实施例7对于实施例4所述的在不同位置被硫酸化的二糖化合物如2-Sac-2S(Sigma)、2-Sac-6S(SEIKAGAKU CORPORATION)、和2-Sac-NS(SEIKAGAKU CORPORATION)，通过与实施例5相似的方法测定它们的抗凝血活性和LPL释放活性(图9和图10)。在所有二糖化合物中，均未检测到抗凝血活性和LPL释放活性。
实施例8对于其中仅葡糖胺的2-位氨基被硫酸化(仅N-硫酸化)的修饰肝素(CDSNS-肝素，由SEIKAGAKU CORPORATION制造)，通过与实施例2相似的方法，用MRC-9细胞测定其促进HGF产生的活性(图11)。在该测定中，其中仅葡糖胺的2-位氨基被硫酸化的修饰肝素的浓度在0至50μg/mL的范围内变化。虽然其中仅葡糖胺的2-位氨基被硫酸化的修饰肝素促进HGF产生的活性稍弱于未分级肝素，但其最大活性几乎等于普通未分级肝素的最大活性。

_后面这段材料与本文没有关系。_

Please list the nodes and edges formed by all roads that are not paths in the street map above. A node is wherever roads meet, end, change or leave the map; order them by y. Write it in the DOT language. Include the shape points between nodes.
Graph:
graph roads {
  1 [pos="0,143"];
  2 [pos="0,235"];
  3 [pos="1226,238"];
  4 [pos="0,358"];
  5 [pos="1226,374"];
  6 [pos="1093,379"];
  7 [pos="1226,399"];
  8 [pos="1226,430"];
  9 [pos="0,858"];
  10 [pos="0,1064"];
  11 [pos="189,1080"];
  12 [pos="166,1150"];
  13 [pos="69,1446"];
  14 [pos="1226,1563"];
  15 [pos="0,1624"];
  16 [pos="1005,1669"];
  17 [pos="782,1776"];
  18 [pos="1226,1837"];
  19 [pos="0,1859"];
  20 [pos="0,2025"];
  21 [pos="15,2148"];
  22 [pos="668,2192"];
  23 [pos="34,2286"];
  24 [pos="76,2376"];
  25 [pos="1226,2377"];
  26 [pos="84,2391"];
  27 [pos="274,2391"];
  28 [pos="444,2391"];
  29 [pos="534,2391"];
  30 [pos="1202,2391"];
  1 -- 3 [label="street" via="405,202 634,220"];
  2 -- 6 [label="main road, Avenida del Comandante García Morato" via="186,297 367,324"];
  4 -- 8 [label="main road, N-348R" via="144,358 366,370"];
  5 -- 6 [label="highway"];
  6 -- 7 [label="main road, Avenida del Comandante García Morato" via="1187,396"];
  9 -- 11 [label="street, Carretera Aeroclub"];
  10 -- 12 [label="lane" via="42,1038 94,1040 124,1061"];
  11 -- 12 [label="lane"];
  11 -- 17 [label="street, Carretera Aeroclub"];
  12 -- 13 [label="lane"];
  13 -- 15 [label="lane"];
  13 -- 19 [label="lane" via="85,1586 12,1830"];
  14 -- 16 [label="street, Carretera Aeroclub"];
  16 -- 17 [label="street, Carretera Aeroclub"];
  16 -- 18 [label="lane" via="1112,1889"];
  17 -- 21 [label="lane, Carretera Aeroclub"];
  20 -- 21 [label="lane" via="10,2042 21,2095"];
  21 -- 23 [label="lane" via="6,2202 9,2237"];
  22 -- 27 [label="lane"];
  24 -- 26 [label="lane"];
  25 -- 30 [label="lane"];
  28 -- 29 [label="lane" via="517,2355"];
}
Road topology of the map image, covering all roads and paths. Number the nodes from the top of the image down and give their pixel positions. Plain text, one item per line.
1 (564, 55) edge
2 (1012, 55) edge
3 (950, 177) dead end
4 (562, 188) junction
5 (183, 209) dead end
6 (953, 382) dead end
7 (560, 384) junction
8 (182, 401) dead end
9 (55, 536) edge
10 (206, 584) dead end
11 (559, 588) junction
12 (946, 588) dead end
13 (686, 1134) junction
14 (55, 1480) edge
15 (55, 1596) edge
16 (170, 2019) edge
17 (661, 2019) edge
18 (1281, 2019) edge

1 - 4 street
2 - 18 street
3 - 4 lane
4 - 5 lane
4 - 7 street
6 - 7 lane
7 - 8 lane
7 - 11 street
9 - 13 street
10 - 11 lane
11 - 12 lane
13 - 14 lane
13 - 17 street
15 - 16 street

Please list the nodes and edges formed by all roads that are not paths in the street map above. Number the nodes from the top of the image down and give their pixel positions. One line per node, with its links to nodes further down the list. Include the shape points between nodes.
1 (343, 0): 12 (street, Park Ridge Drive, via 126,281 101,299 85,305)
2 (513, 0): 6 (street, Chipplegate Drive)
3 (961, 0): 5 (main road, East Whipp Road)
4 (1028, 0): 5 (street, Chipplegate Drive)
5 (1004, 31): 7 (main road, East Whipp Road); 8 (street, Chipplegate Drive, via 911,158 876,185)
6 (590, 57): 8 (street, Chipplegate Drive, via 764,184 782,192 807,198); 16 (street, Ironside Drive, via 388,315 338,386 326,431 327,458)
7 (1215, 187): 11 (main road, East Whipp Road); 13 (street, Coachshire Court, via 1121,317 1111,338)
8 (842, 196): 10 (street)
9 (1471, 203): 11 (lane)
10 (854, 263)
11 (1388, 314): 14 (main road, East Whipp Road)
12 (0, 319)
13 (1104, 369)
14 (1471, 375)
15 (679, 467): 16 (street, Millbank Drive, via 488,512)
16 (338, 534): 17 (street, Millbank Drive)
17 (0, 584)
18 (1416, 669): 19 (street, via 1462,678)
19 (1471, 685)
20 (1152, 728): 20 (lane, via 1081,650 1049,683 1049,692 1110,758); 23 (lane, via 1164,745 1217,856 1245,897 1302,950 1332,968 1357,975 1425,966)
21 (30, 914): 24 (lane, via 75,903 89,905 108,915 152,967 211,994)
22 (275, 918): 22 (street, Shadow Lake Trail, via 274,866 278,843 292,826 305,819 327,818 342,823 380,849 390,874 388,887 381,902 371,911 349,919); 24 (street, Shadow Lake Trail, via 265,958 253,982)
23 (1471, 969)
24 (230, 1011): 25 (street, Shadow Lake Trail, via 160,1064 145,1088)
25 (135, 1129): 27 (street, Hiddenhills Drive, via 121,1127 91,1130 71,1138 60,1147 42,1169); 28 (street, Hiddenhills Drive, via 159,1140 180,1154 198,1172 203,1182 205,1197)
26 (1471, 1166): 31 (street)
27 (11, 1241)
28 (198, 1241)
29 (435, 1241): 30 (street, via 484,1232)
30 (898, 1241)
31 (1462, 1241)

此外，为了检查其中仅葡糖胺的2-位氨基被硫酸化的修饰肝素的抗凝血活性，通过与实施例5相似的方法测定APTT(图12)。在其中仅葡糖胺的2-位氨基被硫酸化的修饰肝素中，APTT没有延长，因此没有检测到抗凝血活性。
工业应用性本发明的促进HGF产生的药剂可以促进HGF的产生，并抑制出血倾向的副作用，可用于促进活体内受损的组织或器官的治愈。


本发明的目的在于提供一种促进HGF产生的药剂，该药剂包括二糖或具有如下结构的三糖至十六糖的寡糖或其盐作为有效成分，所述二糖由通过α1，4－糖苷键或β1，4－糖苷键连接的糖醛酸残基(其中糖醛酸是指艾杜糖醛酸或葡糖醛酸，并在下文中具有相同的含义)和葡糖胺残基组成，在所述结构中通过α1，4－糖苷键或β1，4－糖苷键交替并重复地连接糖醛酸残基和葡糖胺残基，其中糖醛酸残基和/或葡糖胺残基的至少一个羟基可被硫酸化、烷基化、酰化或胺化，和/或至少一个葡糖胺残基的2－位氨基可被硫酸化、烷基化或酰化。本发明的促进HGF产生的药剂可用于促进活体的受损组织或器官的愈合。